▶ Your task
Give the number of lines below that contain the word "image", and nothing else.
BEGIN
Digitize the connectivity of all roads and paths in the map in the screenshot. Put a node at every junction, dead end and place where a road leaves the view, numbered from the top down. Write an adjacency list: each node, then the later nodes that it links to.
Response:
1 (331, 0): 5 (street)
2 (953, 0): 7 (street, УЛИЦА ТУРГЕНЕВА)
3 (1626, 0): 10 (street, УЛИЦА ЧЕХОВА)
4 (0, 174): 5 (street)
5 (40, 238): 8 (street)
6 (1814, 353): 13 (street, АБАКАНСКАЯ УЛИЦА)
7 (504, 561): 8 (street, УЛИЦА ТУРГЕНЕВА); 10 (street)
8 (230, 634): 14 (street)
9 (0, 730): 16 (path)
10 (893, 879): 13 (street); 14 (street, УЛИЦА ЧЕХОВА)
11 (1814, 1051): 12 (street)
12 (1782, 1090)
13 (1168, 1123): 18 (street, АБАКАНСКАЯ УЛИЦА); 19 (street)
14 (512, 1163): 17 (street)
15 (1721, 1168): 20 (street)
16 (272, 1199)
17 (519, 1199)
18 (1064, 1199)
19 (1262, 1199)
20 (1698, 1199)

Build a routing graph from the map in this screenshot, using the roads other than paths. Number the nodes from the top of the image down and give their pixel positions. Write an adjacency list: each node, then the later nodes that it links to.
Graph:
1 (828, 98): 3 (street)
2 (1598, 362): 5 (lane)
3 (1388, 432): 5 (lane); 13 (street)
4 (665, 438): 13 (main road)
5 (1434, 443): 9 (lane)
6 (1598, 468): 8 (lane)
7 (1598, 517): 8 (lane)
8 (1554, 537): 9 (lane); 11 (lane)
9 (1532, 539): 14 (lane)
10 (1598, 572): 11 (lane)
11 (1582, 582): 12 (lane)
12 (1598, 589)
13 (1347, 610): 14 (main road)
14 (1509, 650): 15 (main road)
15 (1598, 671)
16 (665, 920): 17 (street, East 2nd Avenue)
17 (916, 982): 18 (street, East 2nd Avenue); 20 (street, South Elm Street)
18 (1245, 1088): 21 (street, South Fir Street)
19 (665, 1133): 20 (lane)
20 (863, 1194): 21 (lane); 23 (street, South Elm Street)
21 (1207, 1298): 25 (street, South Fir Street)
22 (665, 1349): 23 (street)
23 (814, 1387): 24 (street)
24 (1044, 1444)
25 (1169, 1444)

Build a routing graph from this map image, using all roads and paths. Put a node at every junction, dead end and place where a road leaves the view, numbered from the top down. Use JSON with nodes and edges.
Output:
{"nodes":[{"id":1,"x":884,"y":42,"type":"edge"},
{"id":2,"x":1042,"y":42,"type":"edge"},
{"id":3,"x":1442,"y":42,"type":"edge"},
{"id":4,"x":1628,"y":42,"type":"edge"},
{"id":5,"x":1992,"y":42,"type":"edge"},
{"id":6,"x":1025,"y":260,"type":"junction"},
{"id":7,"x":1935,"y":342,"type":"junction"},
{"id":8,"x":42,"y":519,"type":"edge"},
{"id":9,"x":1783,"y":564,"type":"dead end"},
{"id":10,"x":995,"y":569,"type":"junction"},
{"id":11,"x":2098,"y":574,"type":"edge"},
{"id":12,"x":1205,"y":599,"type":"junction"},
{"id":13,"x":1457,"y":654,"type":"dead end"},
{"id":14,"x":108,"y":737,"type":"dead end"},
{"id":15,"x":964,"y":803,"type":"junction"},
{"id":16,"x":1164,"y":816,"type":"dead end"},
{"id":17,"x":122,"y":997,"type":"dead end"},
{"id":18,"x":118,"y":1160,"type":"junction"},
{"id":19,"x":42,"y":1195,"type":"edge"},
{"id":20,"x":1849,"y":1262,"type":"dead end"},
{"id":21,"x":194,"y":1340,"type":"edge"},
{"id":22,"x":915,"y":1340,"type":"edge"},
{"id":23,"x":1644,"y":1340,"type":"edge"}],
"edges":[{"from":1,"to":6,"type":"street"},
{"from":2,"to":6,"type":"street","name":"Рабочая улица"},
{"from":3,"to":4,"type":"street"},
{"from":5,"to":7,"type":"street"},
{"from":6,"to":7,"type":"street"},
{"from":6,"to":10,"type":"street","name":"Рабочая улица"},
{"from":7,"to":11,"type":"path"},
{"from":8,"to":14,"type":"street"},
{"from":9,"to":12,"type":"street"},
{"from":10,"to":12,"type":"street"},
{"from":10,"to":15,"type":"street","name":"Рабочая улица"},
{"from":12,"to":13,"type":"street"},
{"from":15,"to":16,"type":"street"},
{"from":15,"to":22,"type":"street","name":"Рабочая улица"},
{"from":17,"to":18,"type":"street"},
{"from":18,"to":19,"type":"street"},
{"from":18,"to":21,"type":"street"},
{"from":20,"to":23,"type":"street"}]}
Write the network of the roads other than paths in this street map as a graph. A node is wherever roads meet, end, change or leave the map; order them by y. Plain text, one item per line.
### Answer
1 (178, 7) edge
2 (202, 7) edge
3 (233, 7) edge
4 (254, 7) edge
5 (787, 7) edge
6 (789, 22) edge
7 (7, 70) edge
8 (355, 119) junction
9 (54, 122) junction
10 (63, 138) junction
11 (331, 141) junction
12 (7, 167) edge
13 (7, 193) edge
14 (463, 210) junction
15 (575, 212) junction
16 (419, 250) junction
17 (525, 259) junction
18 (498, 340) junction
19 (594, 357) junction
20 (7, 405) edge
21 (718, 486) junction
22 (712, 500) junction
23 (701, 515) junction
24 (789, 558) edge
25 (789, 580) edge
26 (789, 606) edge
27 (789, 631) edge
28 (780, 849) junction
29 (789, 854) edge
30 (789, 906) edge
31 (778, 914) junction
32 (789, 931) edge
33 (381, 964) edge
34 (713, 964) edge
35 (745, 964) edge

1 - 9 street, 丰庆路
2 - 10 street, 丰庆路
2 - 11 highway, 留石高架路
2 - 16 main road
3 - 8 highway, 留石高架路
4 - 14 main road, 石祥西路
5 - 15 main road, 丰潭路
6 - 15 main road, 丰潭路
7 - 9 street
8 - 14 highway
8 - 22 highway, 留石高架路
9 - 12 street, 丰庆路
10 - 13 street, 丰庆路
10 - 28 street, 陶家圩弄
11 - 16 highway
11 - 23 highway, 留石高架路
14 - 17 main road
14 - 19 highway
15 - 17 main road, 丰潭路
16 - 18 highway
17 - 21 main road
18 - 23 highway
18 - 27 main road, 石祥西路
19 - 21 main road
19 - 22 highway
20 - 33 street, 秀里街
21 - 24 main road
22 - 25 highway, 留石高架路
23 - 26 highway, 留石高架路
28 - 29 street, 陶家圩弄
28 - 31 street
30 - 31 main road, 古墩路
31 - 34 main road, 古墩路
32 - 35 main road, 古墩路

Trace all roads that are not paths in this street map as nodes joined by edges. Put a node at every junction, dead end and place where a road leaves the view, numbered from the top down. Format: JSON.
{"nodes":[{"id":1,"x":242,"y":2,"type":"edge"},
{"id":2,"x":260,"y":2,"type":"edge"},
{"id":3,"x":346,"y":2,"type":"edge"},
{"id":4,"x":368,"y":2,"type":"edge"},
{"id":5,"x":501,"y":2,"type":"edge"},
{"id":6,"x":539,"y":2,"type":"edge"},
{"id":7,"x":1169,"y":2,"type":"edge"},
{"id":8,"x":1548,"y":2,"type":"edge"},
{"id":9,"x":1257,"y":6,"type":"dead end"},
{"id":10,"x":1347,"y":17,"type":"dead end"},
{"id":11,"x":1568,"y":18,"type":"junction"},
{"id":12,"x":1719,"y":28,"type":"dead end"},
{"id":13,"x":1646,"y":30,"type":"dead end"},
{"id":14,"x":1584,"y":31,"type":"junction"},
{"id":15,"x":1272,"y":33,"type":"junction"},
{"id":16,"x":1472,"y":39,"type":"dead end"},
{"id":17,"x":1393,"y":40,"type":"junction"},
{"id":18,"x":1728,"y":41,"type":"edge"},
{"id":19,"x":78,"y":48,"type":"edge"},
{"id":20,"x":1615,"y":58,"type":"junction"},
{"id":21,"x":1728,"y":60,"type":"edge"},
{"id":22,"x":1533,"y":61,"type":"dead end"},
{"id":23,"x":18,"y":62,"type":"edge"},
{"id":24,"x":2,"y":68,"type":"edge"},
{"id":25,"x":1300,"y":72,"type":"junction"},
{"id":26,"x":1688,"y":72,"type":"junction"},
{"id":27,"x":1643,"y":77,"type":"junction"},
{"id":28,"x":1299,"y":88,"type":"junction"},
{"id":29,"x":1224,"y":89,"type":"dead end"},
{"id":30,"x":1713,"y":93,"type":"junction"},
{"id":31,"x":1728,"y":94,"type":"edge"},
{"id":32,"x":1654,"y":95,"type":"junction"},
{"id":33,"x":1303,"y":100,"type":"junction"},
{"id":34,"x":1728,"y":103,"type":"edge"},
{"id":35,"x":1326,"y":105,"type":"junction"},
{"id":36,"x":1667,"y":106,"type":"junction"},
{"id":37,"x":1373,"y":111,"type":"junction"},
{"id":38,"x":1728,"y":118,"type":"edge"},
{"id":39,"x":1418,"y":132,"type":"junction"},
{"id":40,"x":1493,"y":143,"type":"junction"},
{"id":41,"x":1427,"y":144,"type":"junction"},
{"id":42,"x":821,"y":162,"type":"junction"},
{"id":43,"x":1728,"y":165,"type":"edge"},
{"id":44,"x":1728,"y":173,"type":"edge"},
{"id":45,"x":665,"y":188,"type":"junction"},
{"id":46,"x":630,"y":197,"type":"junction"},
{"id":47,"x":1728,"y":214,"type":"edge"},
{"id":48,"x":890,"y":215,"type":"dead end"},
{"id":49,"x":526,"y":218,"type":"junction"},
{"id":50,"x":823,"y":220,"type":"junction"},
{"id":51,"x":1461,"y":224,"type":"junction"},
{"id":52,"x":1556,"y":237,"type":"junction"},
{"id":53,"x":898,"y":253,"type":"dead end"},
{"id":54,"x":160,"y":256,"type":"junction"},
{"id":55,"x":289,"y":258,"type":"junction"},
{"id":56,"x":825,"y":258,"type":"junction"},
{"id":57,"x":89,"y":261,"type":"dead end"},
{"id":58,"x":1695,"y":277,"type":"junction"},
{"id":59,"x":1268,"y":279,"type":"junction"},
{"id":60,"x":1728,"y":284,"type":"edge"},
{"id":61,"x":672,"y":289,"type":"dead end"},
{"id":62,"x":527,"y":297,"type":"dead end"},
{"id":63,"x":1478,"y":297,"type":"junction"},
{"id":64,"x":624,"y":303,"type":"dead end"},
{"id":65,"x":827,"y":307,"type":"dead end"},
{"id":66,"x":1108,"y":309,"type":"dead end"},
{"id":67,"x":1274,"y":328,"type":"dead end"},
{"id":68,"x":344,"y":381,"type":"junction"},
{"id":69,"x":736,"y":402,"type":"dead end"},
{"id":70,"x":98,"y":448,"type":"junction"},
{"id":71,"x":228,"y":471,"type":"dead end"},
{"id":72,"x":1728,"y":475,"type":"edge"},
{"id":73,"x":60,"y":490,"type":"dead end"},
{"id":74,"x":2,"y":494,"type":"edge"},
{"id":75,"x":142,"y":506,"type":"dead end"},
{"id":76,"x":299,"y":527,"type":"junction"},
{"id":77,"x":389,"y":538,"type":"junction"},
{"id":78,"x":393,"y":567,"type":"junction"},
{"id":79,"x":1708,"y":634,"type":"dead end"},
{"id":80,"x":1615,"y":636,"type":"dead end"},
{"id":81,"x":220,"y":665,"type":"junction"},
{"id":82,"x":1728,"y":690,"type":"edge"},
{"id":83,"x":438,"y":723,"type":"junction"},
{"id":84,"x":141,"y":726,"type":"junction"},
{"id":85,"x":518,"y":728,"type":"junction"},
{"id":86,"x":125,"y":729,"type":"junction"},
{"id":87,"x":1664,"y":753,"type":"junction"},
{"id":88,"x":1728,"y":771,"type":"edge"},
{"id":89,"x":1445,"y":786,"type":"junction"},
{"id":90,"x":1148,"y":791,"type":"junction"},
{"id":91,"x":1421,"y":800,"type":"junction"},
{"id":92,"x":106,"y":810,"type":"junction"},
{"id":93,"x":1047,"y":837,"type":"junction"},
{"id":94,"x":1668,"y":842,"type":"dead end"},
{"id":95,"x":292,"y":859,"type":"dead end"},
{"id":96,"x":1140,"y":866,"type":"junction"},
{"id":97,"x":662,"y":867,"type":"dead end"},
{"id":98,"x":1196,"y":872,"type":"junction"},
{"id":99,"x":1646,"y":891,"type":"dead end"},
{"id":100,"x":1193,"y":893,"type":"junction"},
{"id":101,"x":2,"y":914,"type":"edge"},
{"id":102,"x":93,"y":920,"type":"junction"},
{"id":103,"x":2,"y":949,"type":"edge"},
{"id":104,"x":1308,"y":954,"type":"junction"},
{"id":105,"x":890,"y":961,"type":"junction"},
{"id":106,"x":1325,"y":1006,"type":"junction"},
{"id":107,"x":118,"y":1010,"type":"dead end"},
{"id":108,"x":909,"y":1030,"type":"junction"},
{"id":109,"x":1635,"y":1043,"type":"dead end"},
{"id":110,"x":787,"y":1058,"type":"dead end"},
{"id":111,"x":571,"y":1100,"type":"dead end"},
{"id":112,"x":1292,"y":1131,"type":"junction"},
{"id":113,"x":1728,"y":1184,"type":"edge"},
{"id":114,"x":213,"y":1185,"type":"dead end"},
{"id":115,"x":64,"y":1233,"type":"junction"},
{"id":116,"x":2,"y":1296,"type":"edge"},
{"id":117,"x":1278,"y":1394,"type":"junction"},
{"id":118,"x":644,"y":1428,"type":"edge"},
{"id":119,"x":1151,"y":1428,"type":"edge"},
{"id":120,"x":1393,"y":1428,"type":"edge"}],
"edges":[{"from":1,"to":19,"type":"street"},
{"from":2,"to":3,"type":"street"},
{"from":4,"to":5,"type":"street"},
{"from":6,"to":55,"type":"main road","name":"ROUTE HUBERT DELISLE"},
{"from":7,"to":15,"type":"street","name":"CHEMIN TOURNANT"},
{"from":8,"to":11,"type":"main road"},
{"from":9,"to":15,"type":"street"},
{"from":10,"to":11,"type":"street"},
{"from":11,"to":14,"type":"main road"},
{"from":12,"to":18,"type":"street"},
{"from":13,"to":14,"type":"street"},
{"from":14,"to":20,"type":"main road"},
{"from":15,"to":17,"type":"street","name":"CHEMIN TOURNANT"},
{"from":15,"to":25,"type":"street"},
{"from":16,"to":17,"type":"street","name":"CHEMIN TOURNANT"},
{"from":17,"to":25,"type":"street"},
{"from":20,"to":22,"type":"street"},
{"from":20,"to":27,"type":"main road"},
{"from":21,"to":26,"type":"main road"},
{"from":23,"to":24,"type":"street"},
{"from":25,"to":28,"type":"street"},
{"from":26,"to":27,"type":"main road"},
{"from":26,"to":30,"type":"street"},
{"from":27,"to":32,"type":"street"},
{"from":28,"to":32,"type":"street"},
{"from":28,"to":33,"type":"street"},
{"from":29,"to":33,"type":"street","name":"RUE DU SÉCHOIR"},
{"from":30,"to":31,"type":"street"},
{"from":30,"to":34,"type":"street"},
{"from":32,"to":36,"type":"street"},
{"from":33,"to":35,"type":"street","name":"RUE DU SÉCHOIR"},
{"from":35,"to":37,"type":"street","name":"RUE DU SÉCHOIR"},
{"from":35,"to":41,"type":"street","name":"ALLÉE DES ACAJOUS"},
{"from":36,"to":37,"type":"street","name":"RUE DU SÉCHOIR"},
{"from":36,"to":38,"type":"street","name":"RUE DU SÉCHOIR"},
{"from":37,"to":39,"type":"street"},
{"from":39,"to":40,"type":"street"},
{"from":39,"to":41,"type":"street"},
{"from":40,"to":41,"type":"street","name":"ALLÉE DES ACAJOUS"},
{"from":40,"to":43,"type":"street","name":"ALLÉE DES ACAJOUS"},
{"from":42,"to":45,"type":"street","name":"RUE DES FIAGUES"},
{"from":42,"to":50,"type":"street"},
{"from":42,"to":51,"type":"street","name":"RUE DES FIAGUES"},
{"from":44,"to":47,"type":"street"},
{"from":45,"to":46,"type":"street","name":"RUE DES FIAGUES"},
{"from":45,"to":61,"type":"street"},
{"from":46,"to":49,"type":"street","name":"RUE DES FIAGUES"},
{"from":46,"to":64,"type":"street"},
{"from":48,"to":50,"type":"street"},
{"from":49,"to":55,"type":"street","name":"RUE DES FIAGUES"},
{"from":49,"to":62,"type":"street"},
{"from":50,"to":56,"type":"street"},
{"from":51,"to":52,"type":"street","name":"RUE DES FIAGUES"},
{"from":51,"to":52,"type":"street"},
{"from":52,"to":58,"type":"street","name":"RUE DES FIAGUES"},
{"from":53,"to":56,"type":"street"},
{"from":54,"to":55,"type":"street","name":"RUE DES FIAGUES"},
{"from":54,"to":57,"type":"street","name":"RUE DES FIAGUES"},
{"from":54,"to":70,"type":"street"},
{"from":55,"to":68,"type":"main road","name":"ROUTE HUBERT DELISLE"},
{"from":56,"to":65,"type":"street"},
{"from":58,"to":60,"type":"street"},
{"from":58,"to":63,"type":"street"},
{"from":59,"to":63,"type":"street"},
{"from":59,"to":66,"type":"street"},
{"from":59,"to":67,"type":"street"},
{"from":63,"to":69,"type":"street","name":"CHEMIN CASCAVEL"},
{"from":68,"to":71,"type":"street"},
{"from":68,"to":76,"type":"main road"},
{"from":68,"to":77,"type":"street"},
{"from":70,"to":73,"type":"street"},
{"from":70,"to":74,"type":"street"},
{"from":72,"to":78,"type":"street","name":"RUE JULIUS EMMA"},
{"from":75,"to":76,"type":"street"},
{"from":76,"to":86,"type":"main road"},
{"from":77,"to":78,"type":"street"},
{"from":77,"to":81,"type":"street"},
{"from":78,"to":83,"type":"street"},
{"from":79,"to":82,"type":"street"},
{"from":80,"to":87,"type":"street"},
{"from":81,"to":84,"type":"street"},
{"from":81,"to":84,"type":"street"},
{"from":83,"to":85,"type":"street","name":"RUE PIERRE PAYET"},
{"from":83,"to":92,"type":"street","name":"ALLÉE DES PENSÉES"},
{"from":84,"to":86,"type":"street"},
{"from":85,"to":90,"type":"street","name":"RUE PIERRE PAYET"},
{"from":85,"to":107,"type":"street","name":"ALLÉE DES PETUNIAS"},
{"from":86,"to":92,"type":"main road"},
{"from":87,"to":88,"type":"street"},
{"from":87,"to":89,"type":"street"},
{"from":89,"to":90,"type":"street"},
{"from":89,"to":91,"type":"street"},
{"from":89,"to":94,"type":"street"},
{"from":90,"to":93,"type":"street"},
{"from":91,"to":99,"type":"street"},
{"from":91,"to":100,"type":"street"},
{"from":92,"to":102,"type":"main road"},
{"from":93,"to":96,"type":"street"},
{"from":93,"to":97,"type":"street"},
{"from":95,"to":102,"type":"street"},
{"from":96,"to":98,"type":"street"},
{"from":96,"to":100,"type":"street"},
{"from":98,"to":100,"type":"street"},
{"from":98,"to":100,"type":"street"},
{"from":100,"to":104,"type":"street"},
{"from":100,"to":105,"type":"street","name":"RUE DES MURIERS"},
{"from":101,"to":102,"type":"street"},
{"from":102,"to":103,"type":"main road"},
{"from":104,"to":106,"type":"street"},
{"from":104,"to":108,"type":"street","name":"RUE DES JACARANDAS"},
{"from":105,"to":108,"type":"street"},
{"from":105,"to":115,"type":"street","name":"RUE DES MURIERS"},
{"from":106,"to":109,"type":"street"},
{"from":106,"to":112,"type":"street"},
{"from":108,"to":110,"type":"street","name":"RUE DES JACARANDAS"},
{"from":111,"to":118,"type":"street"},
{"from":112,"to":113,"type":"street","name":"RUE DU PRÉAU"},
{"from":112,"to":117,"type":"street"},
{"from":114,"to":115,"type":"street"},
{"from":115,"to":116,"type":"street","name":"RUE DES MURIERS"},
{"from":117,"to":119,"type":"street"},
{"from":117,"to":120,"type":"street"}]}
END
▶ Answer to this exercise
2